WikiCrawl - Demo on Web Automation w/ Selenium and Python3
This is a quick sample project showing the power of web automation. There are a few routes to proceed to attempt web automation, ranging from low-level (curl, Mechanize or similar) to higher-level (Selenium which typically runs a full browser instance). I recommend high-level to interact with modern, dynamic webpages which need to execute Javascript on the page. What I've shown is a pattern to deal with state management across different pages of the app. Each page has their own controls and variables and can pass to different pages as you click links. Typical use cases include logging in past authorization, navigating through menus, inputting and verifying form entry, or extracting data out of a website.

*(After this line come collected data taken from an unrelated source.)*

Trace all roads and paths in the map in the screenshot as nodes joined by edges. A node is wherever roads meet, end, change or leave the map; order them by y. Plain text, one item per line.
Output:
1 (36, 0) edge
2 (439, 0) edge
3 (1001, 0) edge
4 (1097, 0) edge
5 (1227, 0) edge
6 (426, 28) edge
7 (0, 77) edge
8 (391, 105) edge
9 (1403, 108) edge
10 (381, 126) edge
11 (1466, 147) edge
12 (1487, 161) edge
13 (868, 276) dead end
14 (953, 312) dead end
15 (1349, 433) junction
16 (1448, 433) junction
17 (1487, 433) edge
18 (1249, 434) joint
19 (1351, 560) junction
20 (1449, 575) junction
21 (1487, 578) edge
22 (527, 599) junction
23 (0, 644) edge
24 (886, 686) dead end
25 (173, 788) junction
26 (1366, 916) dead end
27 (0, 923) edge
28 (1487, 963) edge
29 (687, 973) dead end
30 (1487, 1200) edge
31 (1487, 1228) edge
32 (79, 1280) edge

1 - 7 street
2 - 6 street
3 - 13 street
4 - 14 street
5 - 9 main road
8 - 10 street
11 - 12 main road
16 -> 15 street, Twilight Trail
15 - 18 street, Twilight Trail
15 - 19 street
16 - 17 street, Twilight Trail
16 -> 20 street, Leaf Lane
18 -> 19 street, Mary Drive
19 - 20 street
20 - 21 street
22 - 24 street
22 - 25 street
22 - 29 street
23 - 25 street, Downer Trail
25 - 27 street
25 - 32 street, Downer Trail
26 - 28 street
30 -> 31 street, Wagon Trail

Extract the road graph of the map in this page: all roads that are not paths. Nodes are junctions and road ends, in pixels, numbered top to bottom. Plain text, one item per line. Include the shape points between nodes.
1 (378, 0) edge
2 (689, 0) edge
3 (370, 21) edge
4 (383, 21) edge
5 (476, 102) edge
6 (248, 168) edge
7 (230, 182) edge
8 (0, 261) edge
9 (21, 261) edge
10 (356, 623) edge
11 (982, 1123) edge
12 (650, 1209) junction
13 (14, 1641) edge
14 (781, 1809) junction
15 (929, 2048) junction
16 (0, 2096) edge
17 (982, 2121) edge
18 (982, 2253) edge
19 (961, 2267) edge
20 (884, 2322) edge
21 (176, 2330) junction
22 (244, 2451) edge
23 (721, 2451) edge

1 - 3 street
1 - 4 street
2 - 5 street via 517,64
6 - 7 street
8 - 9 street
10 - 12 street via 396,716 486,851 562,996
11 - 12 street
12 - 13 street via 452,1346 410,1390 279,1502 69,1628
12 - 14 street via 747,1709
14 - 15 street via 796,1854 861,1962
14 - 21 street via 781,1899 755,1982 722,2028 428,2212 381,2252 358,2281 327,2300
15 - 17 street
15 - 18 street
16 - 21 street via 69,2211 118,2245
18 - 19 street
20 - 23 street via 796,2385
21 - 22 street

This particular project uses my app_skellington library to provide CLI-menu and configuration through ConfigObj. More developed options on the Python side include Typer, Click, or Baker.
I believe the nodejs implementation of Selenium is asynchronous. If performance is critical, implementing there may be a good option.
This is a minimally-developed app, just shown as a quick demo/starter for novices interested in web automation. For example, the datalayer is just a placeholder. Future state, I was interested to save the results in a local sqlite3 db but stopped working on it.
Installation
Typical python project. Either activate a virtualenv or install third-party dependencies into system-wide Python environment.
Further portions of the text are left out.